La reazione del presidente serbo Milošević è durissima. Come già fatto nel maggio 1993, la Repubblica Federale di Jugoslavia chiude le frontiere con la Republika Srpska (fatta eccezione per cibo e medicine), blocca le linee telefoniche e interrompe i rapporti diplomatici.
In Serbia la società si polarizza tra un nazionalismo di sinistra che sostiene Milošević - dipinto come l’erede dei partigiani jugoslavi - e un nazionalismo di destra che difende Karadžić e lo eleva a discendente dei cetnici.
Ciò che ne emerge non è uno scontro tra le due fazioni ma, paradossalmente, reciproche accuse di crimini di guerra.
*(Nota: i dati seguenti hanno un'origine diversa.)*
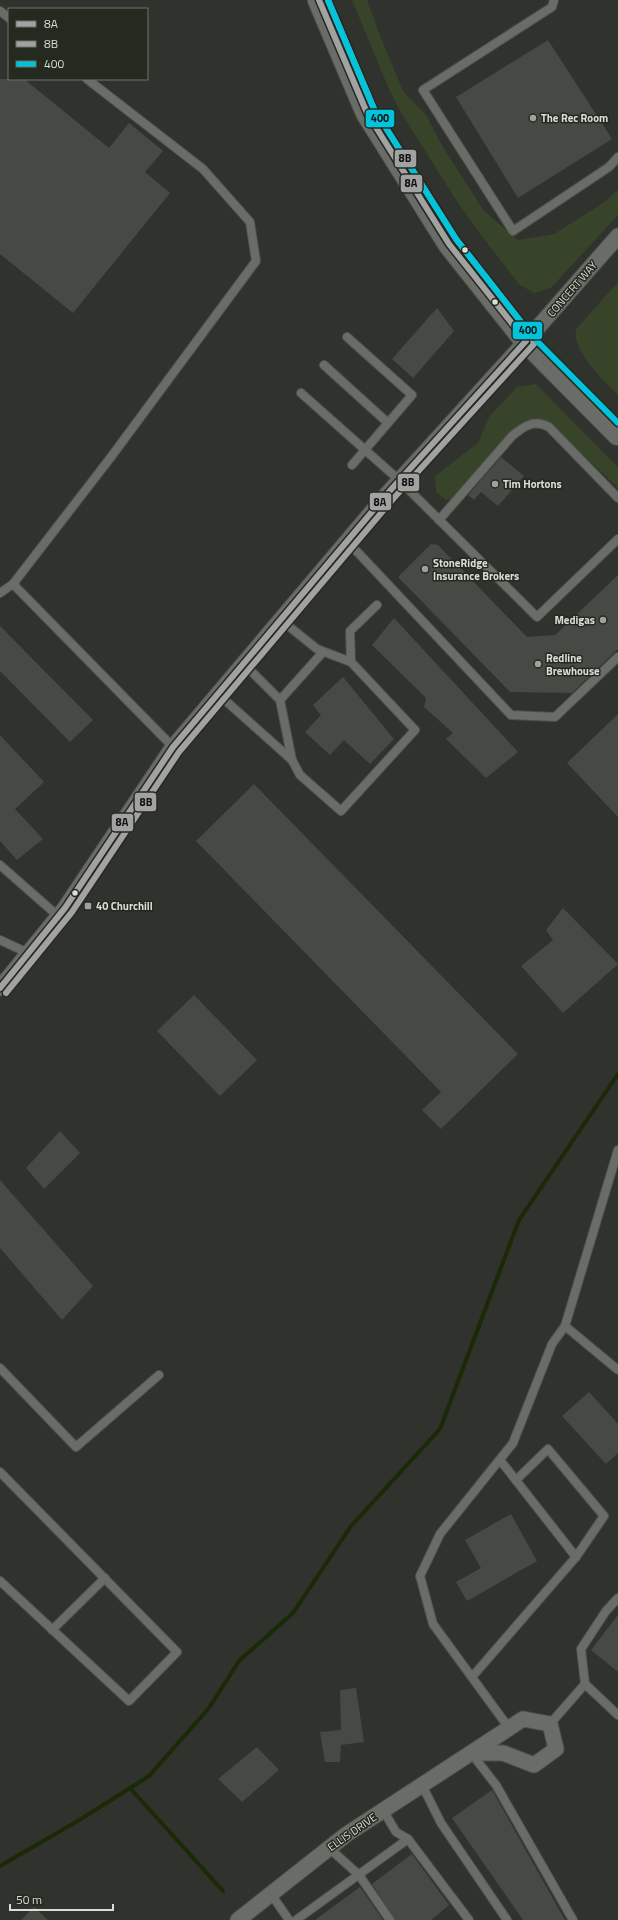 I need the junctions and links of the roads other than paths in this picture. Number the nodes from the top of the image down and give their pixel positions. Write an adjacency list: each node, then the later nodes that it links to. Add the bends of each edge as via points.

Tra cui, per la prima volta, la denuncia degli orrori della guerra in Bosnia e dell’assedio di Sarajevo da parte dei giornali di regime.

L’establishment serbo-bosniaco invece cerca di giocare d’anticipo, in vista del referendum di fine mese sul Piano di pace.
Il 7 agosto viene proclamata l’economia di guerra e la mobilitazione generale nella Republika Srpska, anche se la vera scommessa è quella di impossessarsi dell’idea della Grande Serbia. La strategia si basa sulla chiamata a raccolta di tutti i “compatrioti” serbi, che attecchisce soprattutto nella Repubblica Serba di Krajina guidata da Milan Martić.
Le due Repubbliche serbe hanno proclamato già nell’ottobre del 1992 la loro unione, ma non l’hanno mai attuata. Ora però, di fronte ai contraccolpi della caduta della Regione autonoma della Bosnia Occidentale (testa di ponte serba nella regione), i serbo-croati di Martić hanno bisogno del sostegno dei serbo-bosniaci di Karadžić per rispondere alla controffensiva bosniaca che sta dilagando anche in Krajina.
Il tutto mentre il 28 agosto arriva il responso delle urne nella Republika Srpska, tanto partecipate (l’affluenza è al 91%) quanto scontate nel respingimento del Piano del Gruppo di contatto.
Il 96,65% degli elettori serbo-bosniaci vota “no”. Viene così posta l’ennesima pietra tombale all’ennesimo piano di pace della comunità internazionale, rivelatosi ancora una volta fallimentare sul campo.